Could you filter the records below and keep only the lines with the word "numbered"?

*** RECORD EXCERPTS Section Begins ***

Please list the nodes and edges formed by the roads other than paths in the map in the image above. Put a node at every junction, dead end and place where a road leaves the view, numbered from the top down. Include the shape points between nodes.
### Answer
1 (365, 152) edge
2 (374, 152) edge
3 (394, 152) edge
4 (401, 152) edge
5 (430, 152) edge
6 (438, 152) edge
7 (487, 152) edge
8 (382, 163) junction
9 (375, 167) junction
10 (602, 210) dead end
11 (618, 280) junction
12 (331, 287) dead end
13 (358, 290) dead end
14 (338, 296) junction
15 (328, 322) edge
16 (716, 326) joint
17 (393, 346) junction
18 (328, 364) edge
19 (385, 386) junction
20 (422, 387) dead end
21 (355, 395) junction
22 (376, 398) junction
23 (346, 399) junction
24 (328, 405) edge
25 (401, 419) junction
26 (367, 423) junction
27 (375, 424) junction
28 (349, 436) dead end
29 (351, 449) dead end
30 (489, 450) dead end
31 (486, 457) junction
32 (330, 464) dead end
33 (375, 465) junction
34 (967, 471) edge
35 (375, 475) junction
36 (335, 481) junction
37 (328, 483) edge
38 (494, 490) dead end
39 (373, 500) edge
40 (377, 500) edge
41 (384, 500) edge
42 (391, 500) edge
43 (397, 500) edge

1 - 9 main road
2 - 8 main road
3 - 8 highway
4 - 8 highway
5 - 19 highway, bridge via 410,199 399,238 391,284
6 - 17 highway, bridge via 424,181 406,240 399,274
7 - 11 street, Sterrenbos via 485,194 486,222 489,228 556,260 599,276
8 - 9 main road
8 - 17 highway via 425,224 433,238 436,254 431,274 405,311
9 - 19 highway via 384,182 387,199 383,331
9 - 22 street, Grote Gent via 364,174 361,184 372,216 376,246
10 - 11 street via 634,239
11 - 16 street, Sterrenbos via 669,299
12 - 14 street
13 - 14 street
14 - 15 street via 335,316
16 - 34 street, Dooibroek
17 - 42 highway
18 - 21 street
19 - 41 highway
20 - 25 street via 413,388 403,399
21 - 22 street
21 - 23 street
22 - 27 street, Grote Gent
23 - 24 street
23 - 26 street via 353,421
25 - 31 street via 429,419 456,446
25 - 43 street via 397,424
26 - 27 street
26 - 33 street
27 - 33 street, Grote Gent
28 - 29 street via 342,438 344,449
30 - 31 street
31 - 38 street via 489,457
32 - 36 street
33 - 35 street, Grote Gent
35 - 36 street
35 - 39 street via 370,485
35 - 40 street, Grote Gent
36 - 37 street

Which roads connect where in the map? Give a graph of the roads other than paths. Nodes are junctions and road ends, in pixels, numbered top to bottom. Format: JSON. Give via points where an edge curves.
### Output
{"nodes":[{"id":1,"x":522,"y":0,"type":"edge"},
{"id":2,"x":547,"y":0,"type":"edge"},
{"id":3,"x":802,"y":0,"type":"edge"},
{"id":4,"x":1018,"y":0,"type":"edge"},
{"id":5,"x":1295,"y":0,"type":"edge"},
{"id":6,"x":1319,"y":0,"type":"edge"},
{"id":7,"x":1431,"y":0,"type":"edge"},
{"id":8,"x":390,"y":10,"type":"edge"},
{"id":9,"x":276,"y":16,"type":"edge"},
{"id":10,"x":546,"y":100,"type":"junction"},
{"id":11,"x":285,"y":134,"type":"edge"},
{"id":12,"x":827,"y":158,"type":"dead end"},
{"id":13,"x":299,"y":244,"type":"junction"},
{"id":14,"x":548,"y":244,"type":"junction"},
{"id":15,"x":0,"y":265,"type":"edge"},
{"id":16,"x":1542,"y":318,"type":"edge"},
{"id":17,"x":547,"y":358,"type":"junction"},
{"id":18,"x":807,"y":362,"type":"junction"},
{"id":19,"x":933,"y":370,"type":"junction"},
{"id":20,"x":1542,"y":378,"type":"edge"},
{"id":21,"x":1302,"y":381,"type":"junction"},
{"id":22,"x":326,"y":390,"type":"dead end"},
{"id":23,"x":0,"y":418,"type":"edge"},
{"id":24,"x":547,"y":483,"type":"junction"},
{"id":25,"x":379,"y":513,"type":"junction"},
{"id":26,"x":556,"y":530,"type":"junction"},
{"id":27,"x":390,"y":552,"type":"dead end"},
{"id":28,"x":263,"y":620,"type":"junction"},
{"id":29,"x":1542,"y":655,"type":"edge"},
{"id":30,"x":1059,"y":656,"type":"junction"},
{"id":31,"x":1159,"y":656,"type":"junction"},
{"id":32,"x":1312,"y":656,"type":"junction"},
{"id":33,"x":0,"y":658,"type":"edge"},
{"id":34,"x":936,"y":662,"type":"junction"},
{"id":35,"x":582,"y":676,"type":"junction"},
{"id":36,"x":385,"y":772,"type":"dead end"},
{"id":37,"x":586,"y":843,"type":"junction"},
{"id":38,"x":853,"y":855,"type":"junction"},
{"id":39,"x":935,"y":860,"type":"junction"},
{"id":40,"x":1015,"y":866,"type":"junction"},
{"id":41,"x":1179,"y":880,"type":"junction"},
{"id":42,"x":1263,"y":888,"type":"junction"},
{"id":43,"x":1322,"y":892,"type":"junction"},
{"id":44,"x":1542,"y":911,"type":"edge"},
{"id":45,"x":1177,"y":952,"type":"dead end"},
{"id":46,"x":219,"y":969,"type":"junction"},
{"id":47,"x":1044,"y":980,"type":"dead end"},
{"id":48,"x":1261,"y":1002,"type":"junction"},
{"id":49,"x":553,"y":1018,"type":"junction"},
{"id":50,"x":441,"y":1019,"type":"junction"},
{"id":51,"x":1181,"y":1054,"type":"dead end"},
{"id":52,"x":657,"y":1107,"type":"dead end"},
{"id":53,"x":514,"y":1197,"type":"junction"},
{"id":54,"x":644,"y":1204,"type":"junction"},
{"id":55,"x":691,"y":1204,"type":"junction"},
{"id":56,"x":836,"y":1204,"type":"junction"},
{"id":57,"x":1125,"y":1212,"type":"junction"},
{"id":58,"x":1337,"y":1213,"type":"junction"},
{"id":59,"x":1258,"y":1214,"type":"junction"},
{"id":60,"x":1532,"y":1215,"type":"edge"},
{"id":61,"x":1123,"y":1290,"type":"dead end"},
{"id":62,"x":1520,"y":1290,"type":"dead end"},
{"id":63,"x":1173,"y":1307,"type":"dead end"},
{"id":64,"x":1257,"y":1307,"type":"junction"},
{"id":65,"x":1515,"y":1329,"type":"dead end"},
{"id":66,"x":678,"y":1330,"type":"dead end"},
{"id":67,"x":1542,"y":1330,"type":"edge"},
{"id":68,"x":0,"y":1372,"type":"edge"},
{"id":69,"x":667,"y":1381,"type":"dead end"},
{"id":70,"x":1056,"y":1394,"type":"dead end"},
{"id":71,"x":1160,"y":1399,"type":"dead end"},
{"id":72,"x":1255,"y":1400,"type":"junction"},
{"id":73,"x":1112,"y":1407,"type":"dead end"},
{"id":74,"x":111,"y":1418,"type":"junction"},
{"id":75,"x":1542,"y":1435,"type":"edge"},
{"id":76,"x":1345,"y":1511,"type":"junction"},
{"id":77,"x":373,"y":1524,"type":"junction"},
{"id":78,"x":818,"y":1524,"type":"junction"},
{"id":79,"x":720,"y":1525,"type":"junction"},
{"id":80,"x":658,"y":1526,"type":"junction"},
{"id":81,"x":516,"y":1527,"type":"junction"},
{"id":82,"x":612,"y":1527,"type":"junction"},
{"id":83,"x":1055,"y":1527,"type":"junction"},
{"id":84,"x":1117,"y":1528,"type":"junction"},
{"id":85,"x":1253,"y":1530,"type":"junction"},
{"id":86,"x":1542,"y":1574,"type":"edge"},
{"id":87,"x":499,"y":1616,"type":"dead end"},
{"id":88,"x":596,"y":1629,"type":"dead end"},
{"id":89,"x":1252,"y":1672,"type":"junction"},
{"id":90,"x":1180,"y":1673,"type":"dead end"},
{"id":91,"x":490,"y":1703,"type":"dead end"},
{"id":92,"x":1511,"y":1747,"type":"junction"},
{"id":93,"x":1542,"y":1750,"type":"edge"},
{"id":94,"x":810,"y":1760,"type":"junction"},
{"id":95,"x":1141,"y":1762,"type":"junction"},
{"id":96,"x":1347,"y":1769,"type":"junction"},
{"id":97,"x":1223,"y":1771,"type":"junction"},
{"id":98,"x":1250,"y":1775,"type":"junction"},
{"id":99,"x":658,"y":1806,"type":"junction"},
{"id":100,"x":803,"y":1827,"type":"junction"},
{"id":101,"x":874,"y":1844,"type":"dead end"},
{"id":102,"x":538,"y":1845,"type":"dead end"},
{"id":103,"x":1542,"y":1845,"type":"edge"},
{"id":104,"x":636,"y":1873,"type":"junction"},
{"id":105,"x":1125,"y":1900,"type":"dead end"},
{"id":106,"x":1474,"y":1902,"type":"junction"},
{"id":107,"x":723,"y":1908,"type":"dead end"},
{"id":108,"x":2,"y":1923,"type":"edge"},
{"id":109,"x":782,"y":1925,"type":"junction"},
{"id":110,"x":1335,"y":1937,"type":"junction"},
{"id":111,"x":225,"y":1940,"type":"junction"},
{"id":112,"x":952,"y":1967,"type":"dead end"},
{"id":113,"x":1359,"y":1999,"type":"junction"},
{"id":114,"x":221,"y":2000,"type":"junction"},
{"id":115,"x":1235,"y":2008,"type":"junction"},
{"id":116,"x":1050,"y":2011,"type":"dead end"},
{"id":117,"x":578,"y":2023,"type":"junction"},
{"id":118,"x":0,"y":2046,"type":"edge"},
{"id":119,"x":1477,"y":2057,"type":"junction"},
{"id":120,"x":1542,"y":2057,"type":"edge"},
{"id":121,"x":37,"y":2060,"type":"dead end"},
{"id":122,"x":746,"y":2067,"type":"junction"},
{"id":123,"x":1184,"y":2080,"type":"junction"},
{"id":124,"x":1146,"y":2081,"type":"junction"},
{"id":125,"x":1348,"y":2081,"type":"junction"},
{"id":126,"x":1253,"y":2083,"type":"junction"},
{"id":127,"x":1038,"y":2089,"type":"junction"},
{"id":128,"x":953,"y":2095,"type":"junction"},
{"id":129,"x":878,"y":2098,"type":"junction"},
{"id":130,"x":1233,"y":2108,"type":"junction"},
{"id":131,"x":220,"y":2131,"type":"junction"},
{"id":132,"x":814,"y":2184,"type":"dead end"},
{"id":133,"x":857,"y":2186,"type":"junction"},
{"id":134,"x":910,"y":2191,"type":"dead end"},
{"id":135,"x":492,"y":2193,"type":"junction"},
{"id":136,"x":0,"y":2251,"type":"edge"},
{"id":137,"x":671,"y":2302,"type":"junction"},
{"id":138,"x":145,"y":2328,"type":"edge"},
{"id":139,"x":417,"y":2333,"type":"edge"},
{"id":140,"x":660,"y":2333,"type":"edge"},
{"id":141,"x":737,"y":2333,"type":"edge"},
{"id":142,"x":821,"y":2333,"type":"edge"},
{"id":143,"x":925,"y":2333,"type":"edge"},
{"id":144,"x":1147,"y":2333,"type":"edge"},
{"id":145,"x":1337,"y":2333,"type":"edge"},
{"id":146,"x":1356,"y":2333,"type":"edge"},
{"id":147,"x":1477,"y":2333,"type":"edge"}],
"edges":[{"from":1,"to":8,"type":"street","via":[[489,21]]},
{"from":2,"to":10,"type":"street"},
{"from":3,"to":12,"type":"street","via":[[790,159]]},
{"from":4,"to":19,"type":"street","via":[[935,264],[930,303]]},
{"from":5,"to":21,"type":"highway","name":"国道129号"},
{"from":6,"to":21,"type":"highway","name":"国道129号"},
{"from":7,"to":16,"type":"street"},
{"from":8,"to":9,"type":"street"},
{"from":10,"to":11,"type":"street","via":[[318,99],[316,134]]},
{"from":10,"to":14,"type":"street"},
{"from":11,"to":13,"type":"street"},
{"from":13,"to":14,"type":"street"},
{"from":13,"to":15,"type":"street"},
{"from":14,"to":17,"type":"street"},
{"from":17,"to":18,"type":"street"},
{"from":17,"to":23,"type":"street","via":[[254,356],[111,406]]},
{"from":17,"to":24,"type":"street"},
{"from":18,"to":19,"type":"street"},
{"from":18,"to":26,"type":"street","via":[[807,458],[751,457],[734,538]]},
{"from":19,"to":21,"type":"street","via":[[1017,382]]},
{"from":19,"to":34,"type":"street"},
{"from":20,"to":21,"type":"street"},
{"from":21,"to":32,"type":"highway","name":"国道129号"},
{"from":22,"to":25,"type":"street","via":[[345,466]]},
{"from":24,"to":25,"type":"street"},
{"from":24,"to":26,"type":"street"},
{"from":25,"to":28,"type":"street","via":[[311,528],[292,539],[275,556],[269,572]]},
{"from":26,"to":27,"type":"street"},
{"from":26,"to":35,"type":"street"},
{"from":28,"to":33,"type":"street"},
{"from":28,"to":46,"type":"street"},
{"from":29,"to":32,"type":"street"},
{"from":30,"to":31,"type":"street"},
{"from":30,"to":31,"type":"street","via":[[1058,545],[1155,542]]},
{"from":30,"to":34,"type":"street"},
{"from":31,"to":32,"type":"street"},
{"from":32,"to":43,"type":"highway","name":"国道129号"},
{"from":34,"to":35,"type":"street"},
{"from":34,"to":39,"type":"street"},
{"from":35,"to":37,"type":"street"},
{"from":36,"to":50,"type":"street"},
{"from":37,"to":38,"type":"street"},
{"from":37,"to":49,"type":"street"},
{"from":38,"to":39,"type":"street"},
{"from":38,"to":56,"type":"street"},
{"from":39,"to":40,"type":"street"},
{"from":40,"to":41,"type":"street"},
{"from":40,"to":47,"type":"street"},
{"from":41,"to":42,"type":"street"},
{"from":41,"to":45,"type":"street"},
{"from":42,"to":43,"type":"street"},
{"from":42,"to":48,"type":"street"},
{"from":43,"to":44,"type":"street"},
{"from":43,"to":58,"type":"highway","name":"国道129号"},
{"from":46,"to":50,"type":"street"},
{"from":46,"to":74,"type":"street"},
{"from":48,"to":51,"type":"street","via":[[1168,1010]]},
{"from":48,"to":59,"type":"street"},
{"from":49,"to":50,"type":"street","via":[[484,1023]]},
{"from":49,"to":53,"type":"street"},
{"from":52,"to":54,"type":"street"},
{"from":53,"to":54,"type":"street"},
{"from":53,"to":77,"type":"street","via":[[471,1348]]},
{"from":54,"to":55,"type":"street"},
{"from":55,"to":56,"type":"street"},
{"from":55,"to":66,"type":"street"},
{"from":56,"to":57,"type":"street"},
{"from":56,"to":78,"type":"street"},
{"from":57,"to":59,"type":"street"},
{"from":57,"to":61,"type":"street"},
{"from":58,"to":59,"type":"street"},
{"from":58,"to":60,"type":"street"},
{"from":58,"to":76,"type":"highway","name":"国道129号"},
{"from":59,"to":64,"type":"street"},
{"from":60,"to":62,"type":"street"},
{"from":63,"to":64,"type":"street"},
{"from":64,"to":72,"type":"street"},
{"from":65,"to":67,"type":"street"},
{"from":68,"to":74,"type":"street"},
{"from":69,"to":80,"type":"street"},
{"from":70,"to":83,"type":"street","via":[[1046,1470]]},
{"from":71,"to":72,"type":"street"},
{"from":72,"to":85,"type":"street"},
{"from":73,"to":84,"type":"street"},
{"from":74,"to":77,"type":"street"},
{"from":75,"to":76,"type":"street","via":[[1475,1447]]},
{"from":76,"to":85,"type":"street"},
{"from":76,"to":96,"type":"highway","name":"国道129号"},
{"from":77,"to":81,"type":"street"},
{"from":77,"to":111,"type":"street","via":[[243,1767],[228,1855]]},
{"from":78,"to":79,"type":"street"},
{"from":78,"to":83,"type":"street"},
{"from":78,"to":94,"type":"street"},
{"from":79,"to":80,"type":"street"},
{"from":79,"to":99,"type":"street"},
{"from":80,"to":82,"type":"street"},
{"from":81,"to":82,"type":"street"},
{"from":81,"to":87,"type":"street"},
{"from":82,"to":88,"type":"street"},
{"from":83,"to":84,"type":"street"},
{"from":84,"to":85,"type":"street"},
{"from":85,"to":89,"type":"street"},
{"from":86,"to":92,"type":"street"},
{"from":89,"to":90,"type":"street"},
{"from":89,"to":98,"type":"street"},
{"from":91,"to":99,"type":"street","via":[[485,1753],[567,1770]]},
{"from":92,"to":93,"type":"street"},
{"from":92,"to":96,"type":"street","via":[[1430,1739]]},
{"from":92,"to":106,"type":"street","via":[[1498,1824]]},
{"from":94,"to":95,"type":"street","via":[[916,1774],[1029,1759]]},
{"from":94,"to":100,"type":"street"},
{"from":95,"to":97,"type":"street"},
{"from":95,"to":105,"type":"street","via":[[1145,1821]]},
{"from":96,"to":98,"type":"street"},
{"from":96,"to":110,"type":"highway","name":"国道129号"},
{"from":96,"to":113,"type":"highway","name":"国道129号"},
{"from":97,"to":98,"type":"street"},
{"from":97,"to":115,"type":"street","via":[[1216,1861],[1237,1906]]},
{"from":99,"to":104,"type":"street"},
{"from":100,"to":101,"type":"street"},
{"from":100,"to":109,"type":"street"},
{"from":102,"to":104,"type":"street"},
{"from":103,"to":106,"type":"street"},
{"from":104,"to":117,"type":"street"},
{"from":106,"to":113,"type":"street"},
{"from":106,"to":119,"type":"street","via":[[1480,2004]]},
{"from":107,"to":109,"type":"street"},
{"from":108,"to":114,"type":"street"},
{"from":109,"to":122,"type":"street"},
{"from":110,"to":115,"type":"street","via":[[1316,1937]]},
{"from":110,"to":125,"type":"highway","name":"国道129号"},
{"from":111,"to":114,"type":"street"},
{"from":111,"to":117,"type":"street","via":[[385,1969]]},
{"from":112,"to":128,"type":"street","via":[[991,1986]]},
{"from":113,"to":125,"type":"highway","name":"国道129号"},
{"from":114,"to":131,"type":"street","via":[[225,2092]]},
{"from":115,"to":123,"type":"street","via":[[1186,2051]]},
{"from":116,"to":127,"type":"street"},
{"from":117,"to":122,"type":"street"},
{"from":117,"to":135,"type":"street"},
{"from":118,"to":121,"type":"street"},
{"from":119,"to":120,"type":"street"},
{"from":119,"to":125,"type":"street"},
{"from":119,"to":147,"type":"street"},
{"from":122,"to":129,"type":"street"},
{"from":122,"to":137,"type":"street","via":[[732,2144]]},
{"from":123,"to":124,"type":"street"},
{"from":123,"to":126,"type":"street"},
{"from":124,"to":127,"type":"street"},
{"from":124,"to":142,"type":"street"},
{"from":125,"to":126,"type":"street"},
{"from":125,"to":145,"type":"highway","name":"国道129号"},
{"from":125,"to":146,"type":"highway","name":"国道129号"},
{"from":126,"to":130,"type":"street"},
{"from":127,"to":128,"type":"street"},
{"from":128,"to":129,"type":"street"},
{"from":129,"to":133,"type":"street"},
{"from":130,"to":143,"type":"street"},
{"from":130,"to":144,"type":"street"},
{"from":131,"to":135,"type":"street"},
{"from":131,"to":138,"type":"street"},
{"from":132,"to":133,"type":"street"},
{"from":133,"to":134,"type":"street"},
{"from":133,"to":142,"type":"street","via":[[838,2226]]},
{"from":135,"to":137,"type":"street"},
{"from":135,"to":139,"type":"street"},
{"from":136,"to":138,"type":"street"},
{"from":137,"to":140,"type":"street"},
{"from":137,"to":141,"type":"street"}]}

*** RECORD EXCERPTS Section Ends ***

TASK OUTPUT ->
Please list the nodes and edges formed by the roads other than paths in the map in the image above. Put a node at every junction, dead end and place where a road leaves the view, numbered from the top down. Include the shape points between nodes.
Which roads connect where in the map? Give a graph of the roads other than paths. Nodes are junctions and road ends, in pixels, numbered top to bottom. Format: JSON. Give via points where an edge curves.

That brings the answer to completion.